De acordo com o psiquiatra, a exposição pela qual a mulher do caso tem passado pode impactar de forma negativa a sua recuperação e a sua vida.
“Quando ela sair desse estado maníaco e estiver em um humor normal ou mais depressivo, [pode ser que ela] se sinta extremamente culpada e envergonhada do ato que cometeu publicamente. Então, a culpa e a vergonha podem levá-la para um quadro depressivo, inclusive com ideação suicida”, ressalta Perin.
Crime de difamação
Ainda que o laudo de 15 de março e o quadro clínico atual confirmem um estado de vulnerabilidade, a história não deixou de circular com ares de piada e zombaria. A forma como Givaldo tem tratado o assunto publicamente, inclusive, pode ser tipificada como um crime, segundo a advogada Maíra Recchia, especialista em gênero – que critica a espetacularização do caso.

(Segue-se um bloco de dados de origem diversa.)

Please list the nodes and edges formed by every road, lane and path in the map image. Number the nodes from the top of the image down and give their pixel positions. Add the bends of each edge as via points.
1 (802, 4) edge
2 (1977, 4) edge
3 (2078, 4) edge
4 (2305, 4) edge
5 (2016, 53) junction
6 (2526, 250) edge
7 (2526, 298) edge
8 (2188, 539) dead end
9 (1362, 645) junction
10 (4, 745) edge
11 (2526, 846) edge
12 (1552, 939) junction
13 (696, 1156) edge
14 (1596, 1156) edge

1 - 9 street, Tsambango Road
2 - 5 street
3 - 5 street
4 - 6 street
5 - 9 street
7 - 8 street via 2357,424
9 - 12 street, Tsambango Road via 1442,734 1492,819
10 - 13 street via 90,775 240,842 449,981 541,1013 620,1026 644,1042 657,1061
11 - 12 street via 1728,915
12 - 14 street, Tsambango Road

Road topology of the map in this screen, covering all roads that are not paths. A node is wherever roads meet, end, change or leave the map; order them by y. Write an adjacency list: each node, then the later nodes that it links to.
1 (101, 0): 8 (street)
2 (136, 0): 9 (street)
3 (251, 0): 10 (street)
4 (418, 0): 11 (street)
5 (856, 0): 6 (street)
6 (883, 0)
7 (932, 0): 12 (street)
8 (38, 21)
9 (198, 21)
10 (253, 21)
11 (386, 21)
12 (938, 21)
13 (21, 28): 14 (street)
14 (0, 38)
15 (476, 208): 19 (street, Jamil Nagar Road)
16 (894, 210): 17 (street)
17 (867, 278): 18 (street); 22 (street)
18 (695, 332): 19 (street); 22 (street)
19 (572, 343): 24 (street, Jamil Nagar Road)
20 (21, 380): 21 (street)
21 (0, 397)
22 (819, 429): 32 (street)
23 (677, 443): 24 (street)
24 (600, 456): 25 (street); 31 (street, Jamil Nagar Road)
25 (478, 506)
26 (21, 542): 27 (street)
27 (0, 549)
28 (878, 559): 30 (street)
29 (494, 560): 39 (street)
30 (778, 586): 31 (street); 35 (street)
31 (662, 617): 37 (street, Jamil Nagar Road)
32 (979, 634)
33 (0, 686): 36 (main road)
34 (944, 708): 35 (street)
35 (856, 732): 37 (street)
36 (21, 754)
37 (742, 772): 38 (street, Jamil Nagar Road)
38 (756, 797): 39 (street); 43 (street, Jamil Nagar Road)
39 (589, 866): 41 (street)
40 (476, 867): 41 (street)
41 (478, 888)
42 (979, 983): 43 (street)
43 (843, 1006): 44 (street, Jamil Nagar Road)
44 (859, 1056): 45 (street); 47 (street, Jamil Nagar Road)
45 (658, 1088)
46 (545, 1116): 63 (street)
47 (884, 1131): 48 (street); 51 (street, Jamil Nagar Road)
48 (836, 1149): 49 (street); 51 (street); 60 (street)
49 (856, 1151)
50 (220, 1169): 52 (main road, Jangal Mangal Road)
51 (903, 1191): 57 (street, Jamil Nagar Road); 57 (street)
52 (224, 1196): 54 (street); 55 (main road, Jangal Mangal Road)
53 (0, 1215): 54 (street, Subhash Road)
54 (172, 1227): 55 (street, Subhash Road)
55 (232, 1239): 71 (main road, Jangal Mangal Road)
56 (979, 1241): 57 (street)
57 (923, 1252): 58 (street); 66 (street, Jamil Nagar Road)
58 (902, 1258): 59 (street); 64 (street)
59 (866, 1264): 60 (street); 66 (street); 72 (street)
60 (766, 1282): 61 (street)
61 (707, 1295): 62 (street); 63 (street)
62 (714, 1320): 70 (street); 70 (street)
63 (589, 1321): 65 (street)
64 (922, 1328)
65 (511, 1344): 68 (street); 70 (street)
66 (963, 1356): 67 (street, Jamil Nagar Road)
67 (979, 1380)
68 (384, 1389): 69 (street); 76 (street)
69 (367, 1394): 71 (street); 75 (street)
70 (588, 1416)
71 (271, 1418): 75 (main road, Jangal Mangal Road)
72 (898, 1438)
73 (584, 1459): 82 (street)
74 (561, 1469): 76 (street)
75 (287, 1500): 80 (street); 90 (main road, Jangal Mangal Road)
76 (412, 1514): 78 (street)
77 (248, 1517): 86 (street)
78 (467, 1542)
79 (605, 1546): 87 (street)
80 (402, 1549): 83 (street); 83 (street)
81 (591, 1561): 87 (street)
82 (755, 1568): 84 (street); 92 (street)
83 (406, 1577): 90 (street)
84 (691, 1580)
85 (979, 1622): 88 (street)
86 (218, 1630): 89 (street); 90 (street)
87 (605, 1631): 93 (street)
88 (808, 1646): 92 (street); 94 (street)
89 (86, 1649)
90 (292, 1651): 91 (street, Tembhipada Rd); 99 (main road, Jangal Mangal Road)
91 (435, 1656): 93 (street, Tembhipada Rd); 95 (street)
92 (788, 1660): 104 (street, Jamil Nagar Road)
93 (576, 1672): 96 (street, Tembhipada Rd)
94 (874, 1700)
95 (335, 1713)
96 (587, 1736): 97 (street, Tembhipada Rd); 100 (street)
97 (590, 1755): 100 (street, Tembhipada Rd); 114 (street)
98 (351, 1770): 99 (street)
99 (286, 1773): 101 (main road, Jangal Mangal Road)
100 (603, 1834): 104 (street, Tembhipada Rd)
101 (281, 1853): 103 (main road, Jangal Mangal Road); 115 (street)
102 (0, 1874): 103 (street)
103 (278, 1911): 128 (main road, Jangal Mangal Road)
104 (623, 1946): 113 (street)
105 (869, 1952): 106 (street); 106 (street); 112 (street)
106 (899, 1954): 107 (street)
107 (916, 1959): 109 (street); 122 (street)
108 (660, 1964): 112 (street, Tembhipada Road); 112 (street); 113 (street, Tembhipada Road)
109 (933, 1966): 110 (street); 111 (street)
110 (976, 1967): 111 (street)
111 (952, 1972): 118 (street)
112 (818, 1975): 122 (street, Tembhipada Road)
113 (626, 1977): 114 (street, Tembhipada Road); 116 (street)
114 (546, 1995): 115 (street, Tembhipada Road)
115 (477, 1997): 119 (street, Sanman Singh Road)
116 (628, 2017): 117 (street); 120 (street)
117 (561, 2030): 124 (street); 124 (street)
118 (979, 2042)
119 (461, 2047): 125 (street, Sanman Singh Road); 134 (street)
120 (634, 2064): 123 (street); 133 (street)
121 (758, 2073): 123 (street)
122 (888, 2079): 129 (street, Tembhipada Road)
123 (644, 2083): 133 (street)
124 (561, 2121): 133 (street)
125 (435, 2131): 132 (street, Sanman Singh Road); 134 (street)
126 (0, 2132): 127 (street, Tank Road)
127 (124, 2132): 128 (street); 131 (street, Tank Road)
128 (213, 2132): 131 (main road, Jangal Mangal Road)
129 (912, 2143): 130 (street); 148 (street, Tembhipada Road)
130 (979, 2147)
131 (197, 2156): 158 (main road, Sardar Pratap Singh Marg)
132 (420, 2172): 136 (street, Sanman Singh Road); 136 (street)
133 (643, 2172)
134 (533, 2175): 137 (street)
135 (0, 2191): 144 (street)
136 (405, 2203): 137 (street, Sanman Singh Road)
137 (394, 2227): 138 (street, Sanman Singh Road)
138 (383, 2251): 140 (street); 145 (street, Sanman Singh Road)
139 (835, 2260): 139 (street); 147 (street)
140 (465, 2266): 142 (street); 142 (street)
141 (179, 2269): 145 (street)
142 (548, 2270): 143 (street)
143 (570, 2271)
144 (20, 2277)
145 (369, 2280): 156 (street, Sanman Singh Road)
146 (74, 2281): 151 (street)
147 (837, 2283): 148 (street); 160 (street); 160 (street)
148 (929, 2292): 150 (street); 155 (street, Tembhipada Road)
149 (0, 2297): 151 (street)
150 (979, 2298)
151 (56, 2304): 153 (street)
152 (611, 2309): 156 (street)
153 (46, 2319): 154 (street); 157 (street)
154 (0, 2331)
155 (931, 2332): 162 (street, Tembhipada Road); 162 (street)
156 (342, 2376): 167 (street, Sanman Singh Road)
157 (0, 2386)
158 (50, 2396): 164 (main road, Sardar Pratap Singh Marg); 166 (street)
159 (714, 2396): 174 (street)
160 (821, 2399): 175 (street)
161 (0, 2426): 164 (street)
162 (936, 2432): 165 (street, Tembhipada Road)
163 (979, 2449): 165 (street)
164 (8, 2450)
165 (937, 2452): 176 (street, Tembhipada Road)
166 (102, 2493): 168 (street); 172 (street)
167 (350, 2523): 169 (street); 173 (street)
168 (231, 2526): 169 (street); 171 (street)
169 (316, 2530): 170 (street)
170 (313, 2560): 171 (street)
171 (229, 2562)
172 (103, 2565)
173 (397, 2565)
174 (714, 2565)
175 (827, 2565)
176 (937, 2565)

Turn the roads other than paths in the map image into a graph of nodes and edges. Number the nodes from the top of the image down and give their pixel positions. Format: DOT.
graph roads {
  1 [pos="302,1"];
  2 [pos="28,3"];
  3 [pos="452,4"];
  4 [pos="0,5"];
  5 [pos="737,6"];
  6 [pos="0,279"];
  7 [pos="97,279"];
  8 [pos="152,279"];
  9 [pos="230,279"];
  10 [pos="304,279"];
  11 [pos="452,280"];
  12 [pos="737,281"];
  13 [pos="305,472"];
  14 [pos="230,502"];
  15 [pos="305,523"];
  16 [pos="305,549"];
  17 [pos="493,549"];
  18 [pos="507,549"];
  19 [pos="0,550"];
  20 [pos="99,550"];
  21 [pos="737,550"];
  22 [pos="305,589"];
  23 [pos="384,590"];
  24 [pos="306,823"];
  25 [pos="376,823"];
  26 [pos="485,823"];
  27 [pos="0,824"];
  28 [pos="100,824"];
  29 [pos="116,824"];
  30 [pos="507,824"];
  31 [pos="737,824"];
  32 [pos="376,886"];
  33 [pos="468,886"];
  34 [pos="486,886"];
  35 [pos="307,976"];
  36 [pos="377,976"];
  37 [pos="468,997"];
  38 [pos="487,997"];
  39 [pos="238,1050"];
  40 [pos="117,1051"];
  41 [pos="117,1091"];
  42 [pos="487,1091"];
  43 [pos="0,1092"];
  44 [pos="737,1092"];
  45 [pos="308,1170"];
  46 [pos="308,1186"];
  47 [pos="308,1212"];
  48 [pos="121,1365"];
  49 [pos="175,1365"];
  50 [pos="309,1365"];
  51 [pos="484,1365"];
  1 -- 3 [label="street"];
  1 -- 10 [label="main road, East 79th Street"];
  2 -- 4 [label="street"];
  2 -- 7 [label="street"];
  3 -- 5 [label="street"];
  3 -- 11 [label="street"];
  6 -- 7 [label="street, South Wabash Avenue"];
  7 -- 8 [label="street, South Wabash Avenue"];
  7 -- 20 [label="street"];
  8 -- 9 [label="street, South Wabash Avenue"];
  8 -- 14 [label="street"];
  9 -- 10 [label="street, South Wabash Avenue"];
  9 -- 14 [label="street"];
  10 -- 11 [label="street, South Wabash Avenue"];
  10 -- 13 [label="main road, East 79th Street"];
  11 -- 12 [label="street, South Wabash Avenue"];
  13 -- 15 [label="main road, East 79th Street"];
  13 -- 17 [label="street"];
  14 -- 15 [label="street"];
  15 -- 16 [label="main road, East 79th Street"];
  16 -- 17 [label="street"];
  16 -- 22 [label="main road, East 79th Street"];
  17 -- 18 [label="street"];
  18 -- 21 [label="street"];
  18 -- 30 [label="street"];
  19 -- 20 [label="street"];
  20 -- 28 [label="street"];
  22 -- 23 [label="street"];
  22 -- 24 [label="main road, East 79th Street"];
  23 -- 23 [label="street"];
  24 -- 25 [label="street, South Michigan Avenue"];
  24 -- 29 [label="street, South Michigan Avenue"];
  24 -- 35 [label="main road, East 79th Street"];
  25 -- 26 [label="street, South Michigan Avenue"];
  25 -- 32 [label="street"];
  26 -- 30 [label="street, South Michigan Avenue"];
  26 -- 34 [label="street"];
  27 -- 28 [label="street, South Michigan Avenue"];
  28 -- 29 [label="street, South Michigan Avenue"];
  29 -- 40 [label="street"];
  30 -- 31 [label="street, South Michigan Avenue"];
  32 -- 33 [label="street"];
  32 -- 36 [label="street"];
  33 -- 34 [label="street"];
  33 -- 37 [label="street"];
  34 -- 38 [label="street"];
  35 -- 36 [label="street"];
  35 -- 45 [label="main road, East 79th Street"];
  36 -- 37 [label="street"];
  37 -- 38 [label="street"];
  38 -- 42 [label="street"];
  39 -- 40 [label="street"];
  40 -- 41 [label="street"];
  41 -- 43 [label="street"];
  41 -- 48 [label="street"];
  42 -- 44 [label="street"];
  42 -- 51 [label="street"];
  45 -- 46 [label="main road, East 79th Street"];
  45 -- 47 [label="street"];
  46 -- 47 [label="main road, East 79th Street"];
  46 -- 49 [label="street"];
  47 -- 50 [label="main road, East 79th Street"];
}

“O que me chama muito a atenção é o espetáculo em que [essa história] se transformou, que é uma situação triste, de uma mulher que está tendo sua vida e sua intimidade expostas em uma sociedade que ainda é socialmente e culturalmente machista, em que o suposto agressor – ainda acho que vai haver investigações – é alçado ao herói do ano, e ela tem a intimidade completamente violada e achincalhada. Ninguém está se preocupando em como essa mulher está sendo exposta. Isso diz muito sobre o quanto precisamos avançar enquanto sociedade”, critica Maíra.
Em relação à legislação, a advogada explica que, de acordo com o artigo 139 do Código Penal, mesmo quando o que está em questão é um fato, a exposição da intimidade, seja em redes sociais ou para a comunidade de modo geral, é caracterizada como difamação.
“Mas, para além disso, também temos a previsão da responsabilidade civil no artigo 5º da Constituição Federal, da questão de que quem viola a intimidade e a vida privada é obrigado a pagar uma indenização. Claro que nesse caso estamos falando de uma pessoa em situação de rua, que já tem condições precárias, mas também existe essa figura da eventual responsabilidade civil”, explica Maíra.
Além disso, a advogada afirma que, se as investigações concluírem que a mulher estava fora de si e que Givaldo, em algum momento, tomou consciência disso, ele poderá responder pelo crime de estupro de vulnerável, previsto no artigo 217 do Código Penal.